Previous rules to protect the ocean have been vague and weakly enforced, leaving the seas, marine ecosystems and the people who work them vulnerable to exploitation.
International waters cover nearly half the planet’s surface but have largely remained lawless, until now.
On March 4, almost 200 countries signed a legally binding treaty to protect marine life in international waters after a marathon, multi-day session in New York. The treaty finally provides legal frameworks needed to establish and manage protected marine areas as sanctuaries for ocean biodiversity. It also establishes environmental-assessment frameworks for evaluating damage from commercial activities before they’re started and requires signatories to share ocean resources.
High seas are the area of ocean beyond territorial waters. They embody over 60 percent of the ocean’s surface area — comprising the largest natural habitat on earth — and are home to millions of species. Billions of people rely on food harvested on the high seas; and the oceans are the world’s greatest climate buffer — absorbing 90 percent of excess heat generated by emissions and absorbing a quarter of all carbon dioxide emissions.
But the high seas, however vast, are existentially threatened by both climate change and human encroachment. The ocean loses its ability to store carbon as it heats; and it is beginning to acidify — higher temperatures and acidity are already killing coral reefs at an alarming pace. Scientists have also been sounding the alarm on overfishing for decades; and the search for elements needed to electrify the economy — such as lithium — is now expanding to the sea.
Previous rules to protect the ocean have been vague and weakly enforced, leaving the seas and the people who work them vulnerable to exploitation.
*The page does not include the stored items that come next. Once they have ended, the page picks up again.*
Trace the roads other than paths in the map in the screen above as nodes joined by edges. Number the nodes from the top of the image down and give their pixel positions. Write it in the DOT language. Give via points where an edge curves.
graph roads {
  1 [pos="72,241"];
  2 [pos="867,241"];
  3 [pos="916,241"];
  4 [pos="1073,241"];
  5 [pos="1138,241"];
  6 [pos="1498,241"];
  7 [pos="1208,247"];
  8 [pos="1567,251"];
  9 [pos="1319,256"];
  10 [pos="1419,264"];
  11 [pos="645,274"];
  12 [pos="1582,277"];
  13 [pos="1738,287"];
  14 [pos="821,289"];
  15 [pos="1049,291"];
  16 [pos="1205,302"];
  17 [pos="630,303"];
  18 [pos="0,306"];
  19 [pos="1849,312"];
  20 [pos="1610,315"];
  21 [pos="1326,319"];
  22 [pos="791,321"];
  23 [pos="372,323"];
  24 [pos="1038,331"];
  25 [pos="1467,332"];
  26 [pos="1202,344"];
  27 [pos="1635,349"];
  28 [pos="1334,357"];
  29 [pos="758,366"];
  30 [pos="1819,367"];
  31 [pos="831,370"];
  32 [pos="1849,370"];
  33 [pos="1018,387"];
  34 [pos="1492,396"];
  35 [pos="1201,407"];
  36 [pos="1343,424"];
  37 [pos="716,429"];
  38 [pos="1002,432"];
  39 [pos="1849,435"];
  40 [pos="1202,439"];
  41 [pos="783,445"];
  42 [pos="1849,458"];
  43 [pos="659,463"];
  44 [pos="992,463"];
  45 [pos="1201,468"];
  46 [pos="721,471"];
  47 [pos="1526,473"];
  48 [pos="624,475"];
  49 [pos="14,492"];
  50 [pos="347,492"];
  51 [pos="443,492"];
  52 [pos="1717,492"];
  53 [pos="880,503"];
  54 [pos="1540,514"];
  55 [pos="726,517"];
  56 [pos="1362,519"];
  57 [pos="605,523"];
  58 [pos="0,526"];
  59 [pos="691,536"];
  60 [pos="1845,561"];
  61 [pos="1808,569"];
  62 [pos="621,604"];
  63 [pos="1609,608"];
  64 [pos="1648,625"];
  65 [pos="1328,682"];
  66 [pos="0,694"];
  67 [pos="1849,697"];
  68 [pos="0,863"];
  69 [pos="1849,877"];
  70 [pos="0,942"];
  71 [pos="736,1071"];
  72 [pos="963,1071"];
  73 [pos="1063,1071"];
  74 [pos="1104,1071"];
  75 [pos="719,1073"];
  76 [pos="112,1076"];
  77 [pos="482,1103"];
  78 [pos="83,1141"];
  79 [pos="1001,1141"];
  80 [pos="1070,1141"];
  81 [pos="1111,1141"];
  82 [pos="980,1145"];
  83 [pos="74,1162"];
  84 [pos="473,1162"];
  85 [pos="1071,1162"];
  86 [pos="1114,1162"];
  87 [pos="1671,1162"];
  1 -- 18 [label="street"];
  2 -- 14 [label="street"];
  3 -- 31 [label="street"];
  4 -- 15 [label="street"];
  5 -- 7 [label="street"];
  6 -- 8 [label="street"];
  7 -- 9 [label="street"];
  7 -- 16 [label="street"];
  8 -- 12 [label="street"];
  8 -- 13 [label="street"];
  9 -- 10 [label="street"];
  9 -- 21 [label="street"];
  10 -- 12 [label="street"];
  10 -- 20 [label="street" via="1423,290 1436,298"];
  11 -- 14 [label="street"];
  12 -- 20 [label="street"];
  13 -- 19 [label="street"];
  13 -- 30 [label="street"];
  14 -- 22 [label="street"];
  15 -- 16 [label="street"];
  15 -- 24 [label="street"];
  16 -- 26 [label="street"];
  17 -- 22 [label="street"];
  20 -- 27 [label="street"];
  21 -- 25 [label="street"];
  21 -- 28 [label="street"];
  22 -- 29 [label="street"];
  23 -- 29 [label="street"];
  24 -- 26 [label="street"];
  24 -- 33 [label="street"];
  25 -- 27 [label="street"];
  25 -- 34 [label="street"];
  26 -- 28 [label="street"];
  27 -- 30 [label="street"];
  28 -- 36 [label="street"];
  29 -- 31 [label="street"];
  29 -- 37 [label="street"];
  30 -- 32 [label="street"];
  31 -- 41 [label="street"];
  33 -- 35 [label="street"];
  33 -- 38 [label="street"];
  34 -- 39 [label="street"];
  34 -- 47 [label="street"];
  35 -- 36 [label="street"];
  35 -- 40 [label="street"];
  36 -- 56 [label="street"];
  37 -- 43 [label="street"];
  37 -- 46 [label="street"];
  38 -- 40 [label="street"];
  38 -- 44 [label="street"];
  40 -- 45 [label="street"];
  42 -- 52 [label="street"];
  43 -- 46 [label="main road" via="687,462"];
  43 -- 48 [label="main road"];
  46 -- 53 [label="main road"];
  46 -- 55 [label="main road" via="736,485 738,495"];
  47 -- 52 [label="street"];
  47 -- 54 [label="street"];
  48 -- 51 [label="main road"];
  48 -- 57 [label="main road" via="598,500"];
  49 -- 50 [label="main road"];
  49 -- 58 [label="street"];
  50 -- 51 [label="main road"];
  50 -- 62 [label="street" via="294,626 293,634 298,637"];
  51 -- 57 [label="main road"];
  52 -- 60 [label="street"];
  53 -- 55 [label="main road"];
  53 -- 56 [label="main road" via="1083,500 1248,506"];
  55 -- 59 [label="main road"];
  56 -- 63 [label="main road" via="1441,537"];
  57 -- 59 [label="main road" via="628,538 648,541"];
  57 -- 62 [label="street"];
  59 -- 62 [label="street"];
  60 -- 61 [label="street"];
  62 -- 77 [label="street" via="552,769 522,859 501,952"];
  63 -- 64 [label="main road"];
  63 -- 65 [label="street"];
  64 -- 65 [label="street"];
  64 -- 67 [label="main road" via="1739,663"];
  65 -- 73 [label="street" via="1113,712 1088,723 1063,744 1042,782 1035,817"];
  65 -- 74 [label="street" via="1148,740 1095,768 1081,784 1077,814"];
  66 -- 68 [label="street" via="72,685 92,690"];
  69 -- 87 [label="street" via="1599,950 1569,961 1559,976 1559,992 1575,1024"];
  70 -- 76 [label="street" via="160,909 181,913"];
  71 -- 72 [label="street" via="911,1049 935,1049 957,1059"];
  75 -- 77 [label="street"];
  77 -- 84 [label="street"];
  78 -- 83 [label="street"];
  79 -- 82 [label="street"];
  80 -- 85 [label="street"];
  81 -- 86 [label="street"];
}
Less than 8 percent of the ocean was protected — a far stretch from at least 30 percent protection that experts say is needed to maintain a healthy ocean.
A treaty is just what the doctor ordered; and time is short.
“This is a historic day for conservation and a sign that in a divided world, protecting nature and people can triumph over geopolitics,” said Laura Meller, an oceans campaigner at Greenpeace Nordic. “We praise countries for seeking compromises, putting aside differences and delivering a treaty that will let us protect the oceans, build our resilience to climate change and safeguard the lives and livelihoods of billions of people. We can now finally move from talk to real change at sea … The clock is still ticking to deliver 30 × 30; we have half a decade left, and we can’t be complacent.”
The new treaty ushers ocean governance into a new era, including modern requirements to assess and regulate human activities that could harm marine life. It also provides pathways for greater transparency.
The UN high seas treaty is also a key tool to deliver the Kunming-Montreal target, adopted at COP15, of at least 30 percent of the ocean being protected by 2030 — a number that scientists say is required to maintain a vibrant, healthy ocean.
The treaty was a real success for multilateralism: China played a positive role in the final negotiations; and Global North nations agreed to set aside money to assist developing nations with treaty implementation.
“The negotiations forced leaders from the Global North to work closely with leaders from the Global South,” John Hocevar, who directs ocean campaigns at Greenpeace USA, told Sustainable Brands®. “The treaty wasn't going to solve global inequality or erase hundreds of years of colonial exploitation; but it did lead to significant access and benefit-sharing measures.”
The road to a treaty spans 20 years — starting in 2002, when the UN ICP discussed protection of the marine environment. After 20 meetings through the years (and a marathon 30-hour-plus final negotiating session), the parties reached an agreement.
“The meeting started a bit slowly, and we started to worry that they would once again run out of time,” Hocevar said. “By the second week, there were still large areas of disagreement, and much of the treaty language was still not agreed upon. As the final day of negotiations stretched late into the night, doubt crept back in. But enough delegates were resolved to stick it out that they finally agreed on language after 30 hours of non-stop meetings.”
Greenpeace worked with organizations such as the High Seas Alliance to galvanize support and build awareness. They sailed from the Arctic to Antarctica; and worked with influencers including Jane Fonda, Javier Bardem and David Harbour to reach wide audiences. Now that the treaty has made it across the finish line, Greenpeace is harnessing the momentum it built for treaty support to push for the rapid protection of places such as the Sargasso Sea, the Saya de Malha Bank, and the Hawaiian-Emperor Seamount chain.
All that’s left is for nations to formally adopt the treaty. The UN will convene again sometime this year to formally adopt treaty language; then, all 60 countries must ratify the treaty for it to take effect. Then, the work of saving the ocean actually begins.
“As 40 states are members of the High Ambition Coalition, we do not think this needs to take a lot of time,” Hocevar said. “We want to see that happen within a year, which will be necessary for governments to meet their commitment to protect 30 percent of the ocean by 2030.”